Cheng Zhibin, seguro de que nadie se atrevería a iniciar una pelea física en la competición del Dao de la Alquimia, replicó sin miedo: —Si ganamos el campeonato o no está por ver, pero derrotar a un puñado de alquimistas de tercer grado como vosotros será pan comido.
El rostro de Li Zongrui enrojeció de ira.
Miró fijamente a Cheng Zhibin y espetó: —¡Hmph!
¿Y qué si nuestra Secta Qingyun solo ha enviado alquimistas de tercer grado esta vez?
Incluso sin un alquimista de cuarto grado, aplastaros a todos será un juego de niños.

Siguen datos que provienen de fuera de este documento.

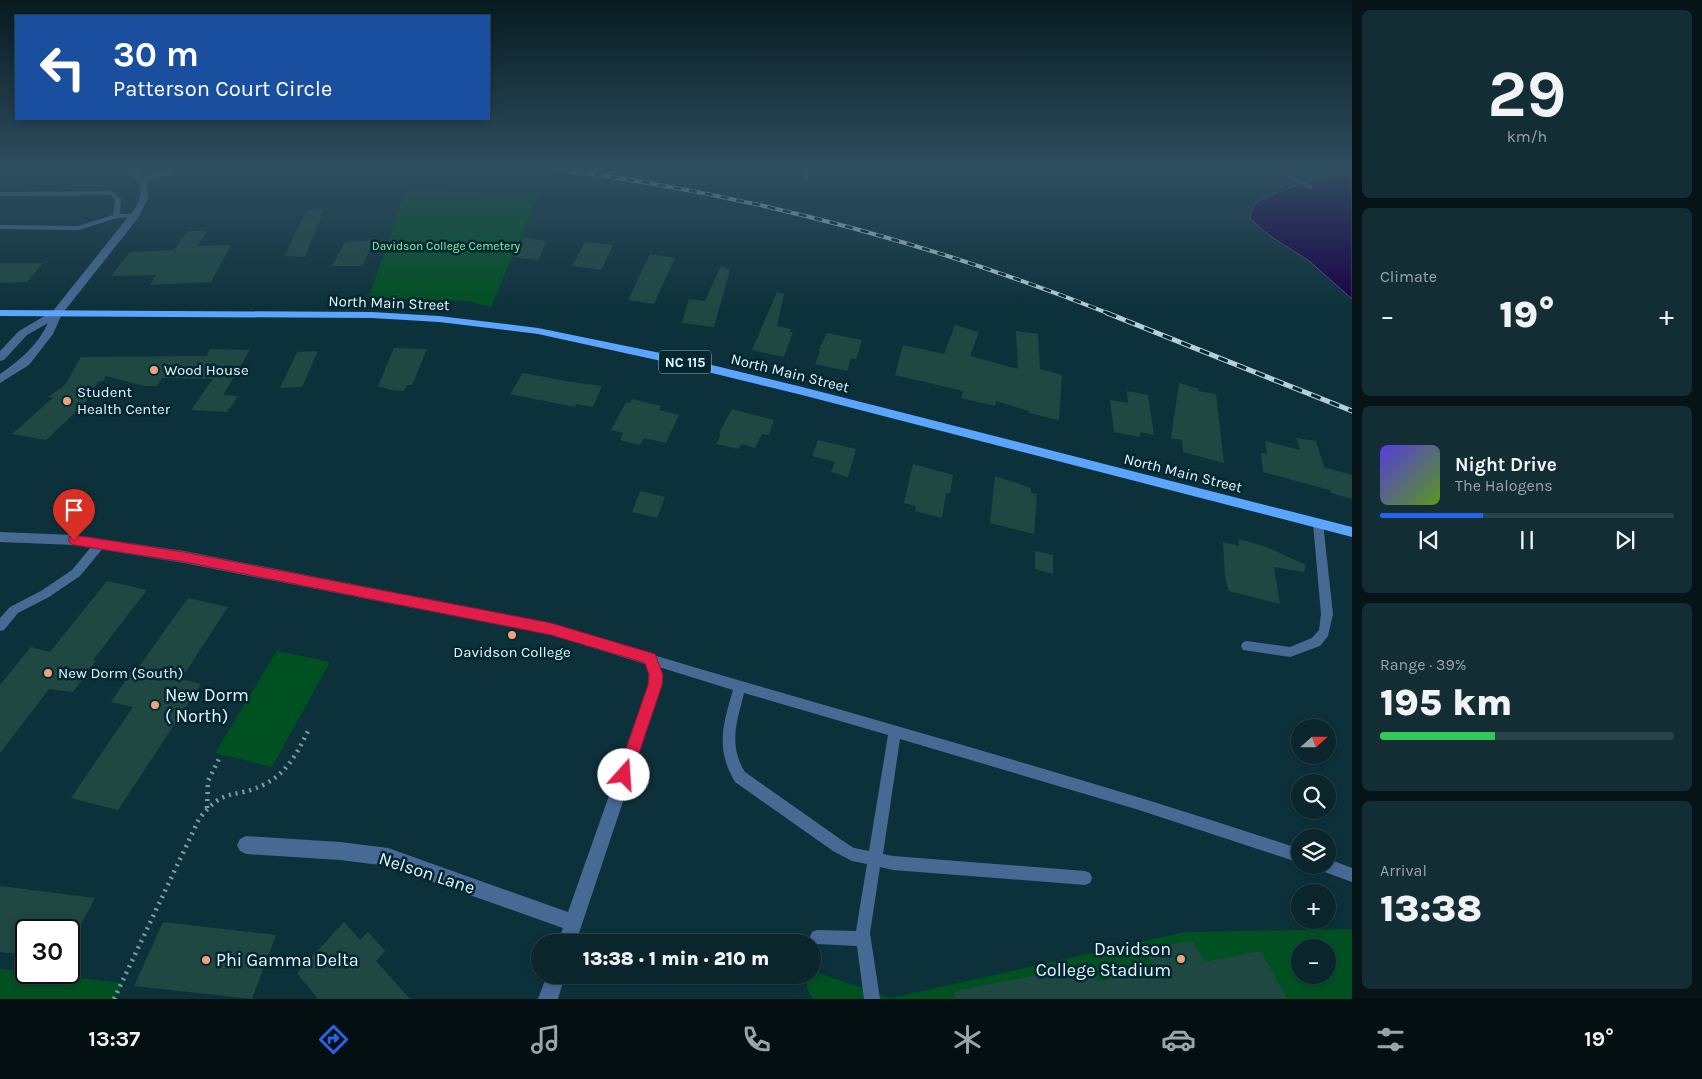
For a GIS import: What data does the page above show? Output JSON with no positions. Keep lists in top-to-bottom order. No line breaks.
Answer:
{"streets":{"main road":["North Main Street","NC 115"],"street":["Nelson Lane"]},"parks":["Davidson College Cemetery"],"places":["Wood House","Student Health Center","Davidson College","New Dorm (South)","New Dorm ( North)","Davidson College Stadium","Phi Gamma Delta"],"north":"right","page":{"tile":[["29","km/h"],"Climate",["Range · 39%","195 km"],["Arrival","13:38"]],"turn":["30 m","Patterson Court Circle"],"heat":["−","19°","+"],"song":["Night Drive","The Halogens"],"map_buttons":["+","−"],"limit":"30","trip":"13:38 · 1 min · 210 m","tabs":["13:37","19°"]}}
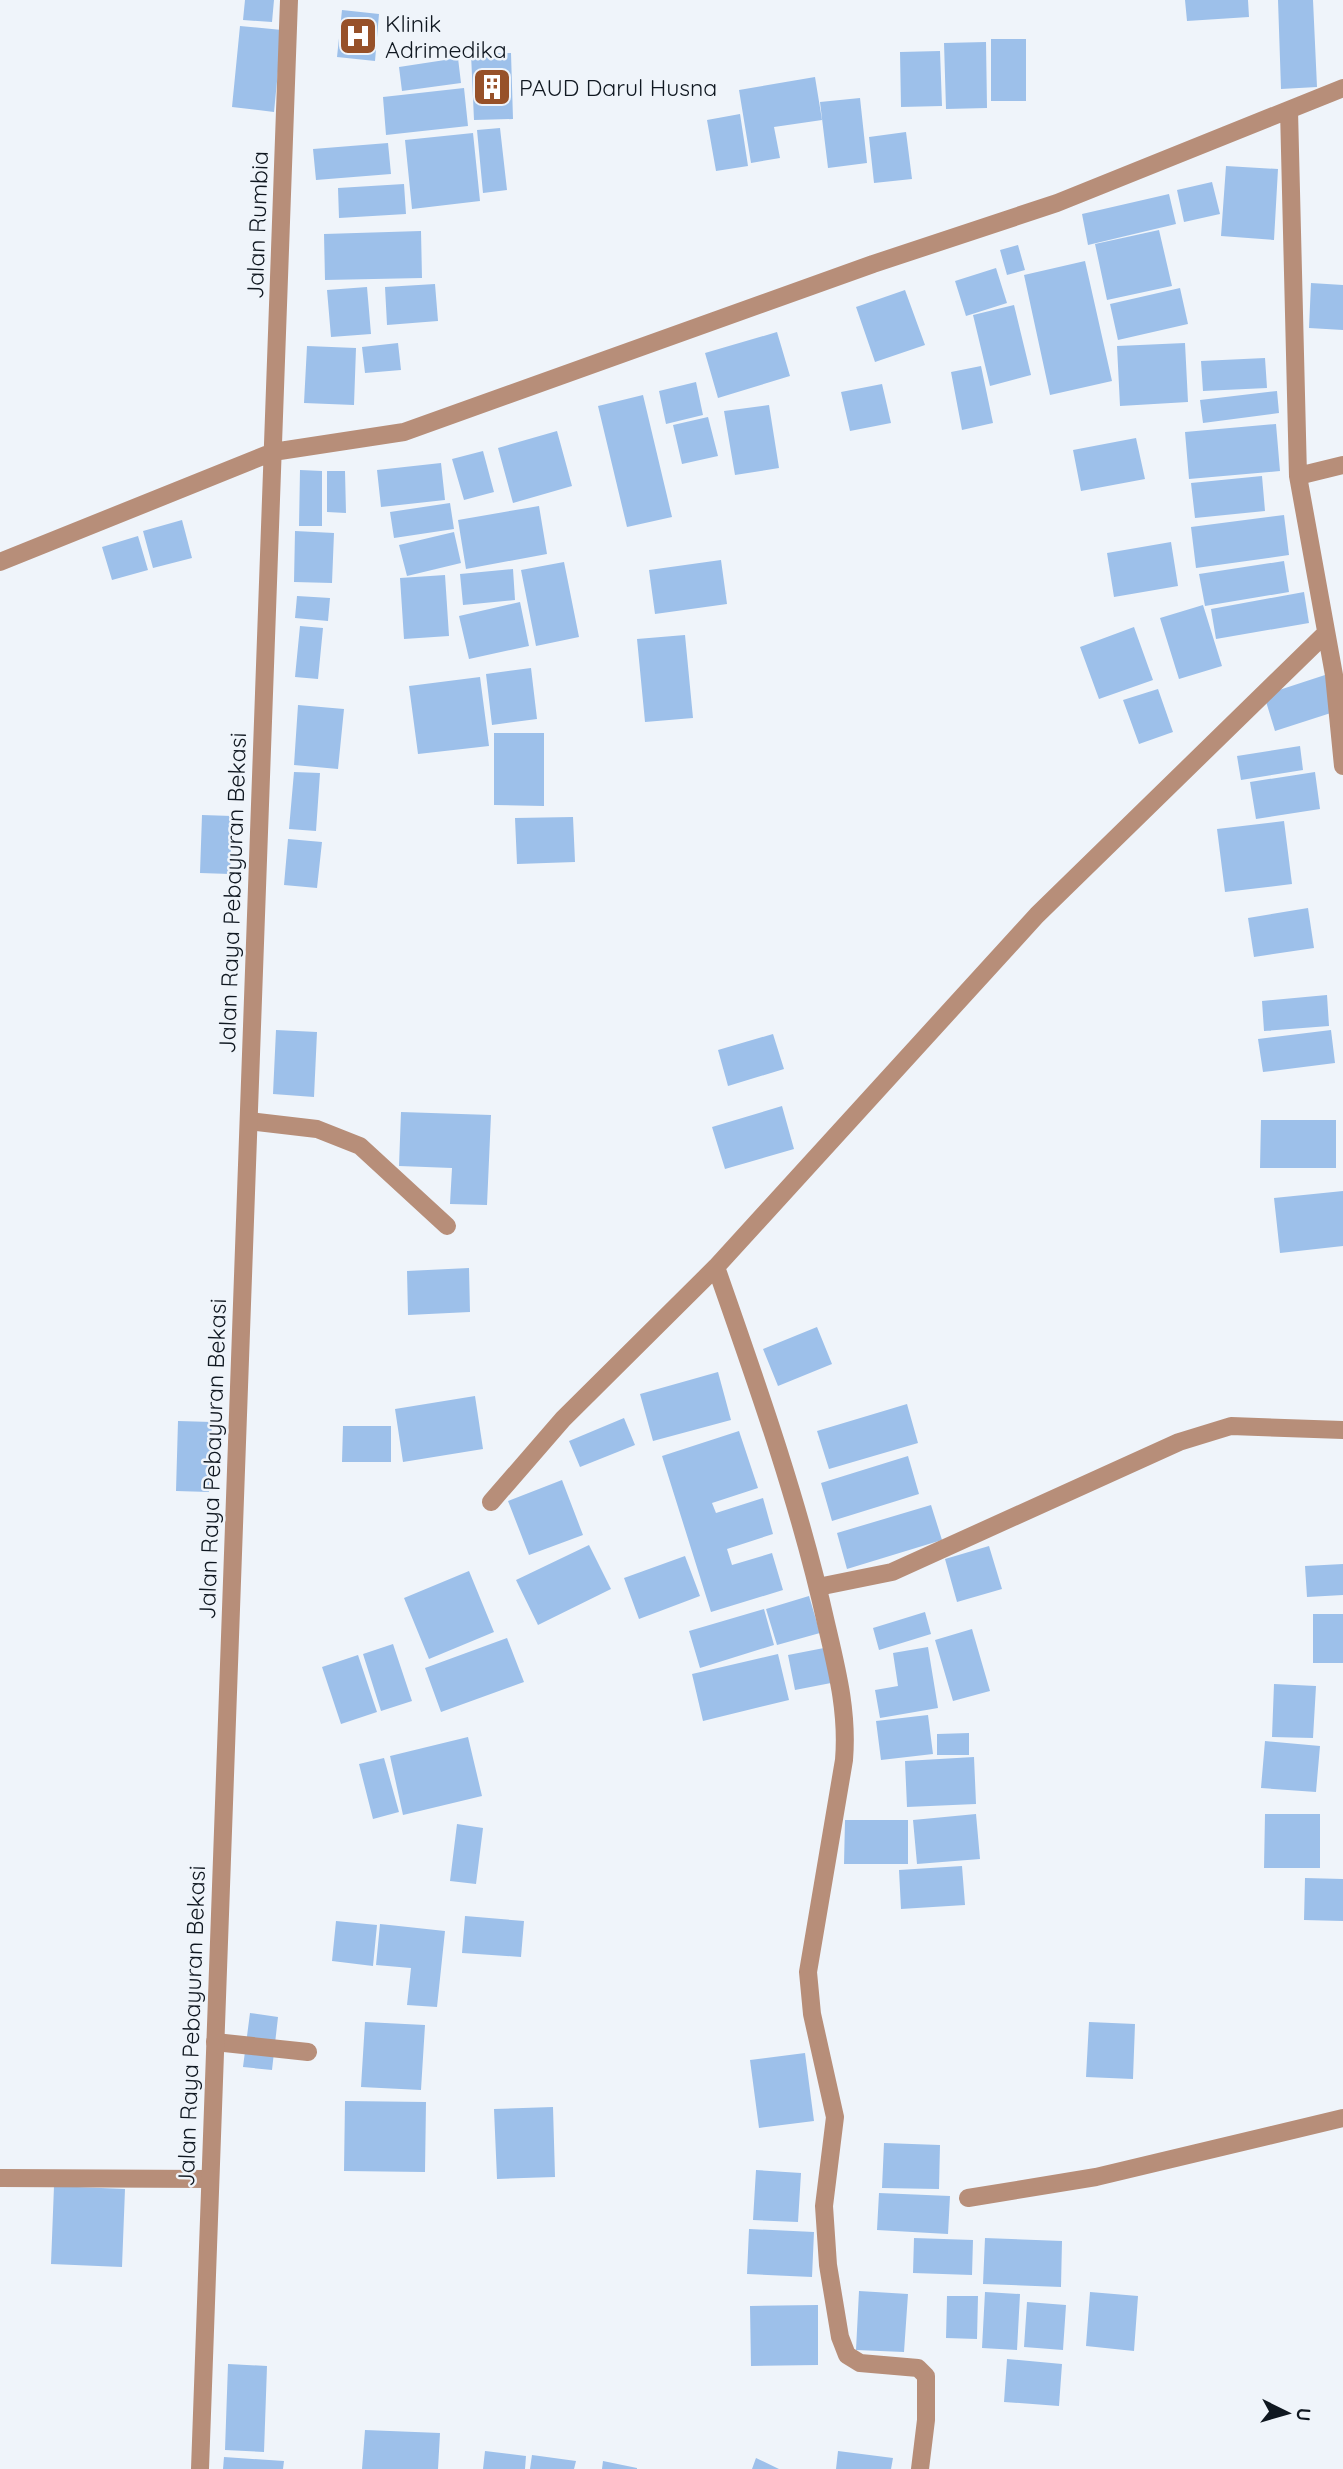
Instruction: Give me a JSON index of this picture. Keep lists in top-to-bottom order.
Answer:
{
  "streets": {
    "street": ["Jalan Rumbia", "Jalan Raya Pebayuran Bekasi"]
  },
  "crossings": [
    ["Jalan Rumbia", "Jalan Raya Pebayuran Bekasi"]
  ],
  "places": {
    "hospital": ["Klinik Adrimedika"],
    "building": ["PAUD Darul Husna"]
  },
  "north": "right"
}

¡A ver si no lloráis cuando perdáis!
Las palabras de Li Zongrui hicieron que Cheng Zhibin soltara una carcajada, como si acabara de escuchar el mejor chiste del mundo.
Los demás discípulos de la Secta Profunda Celestial se unieron con un regocijo desenfrenado.
—¿De qué os reís?
—dijo Li Zongrui, molesto—.
¡Qué tiene de gracioso!
Sujetándose el estómago, Cheng Zhibin ni siquiera intentó contener la risa.
—¿Aplastarnos?
¿Un juego de niños?
¿Y quién va a hacerlo?
¿Tú?
Li Zongrui se quedó sin palabras.
Solo pudo fruncir el labio y decir: —No soy alquimista, así que por supuesto no puedo darte una lección yo mismo.
Pero…
Mientras hablaba, Li Zongrui atrajo a Ye Qingchen a su lado.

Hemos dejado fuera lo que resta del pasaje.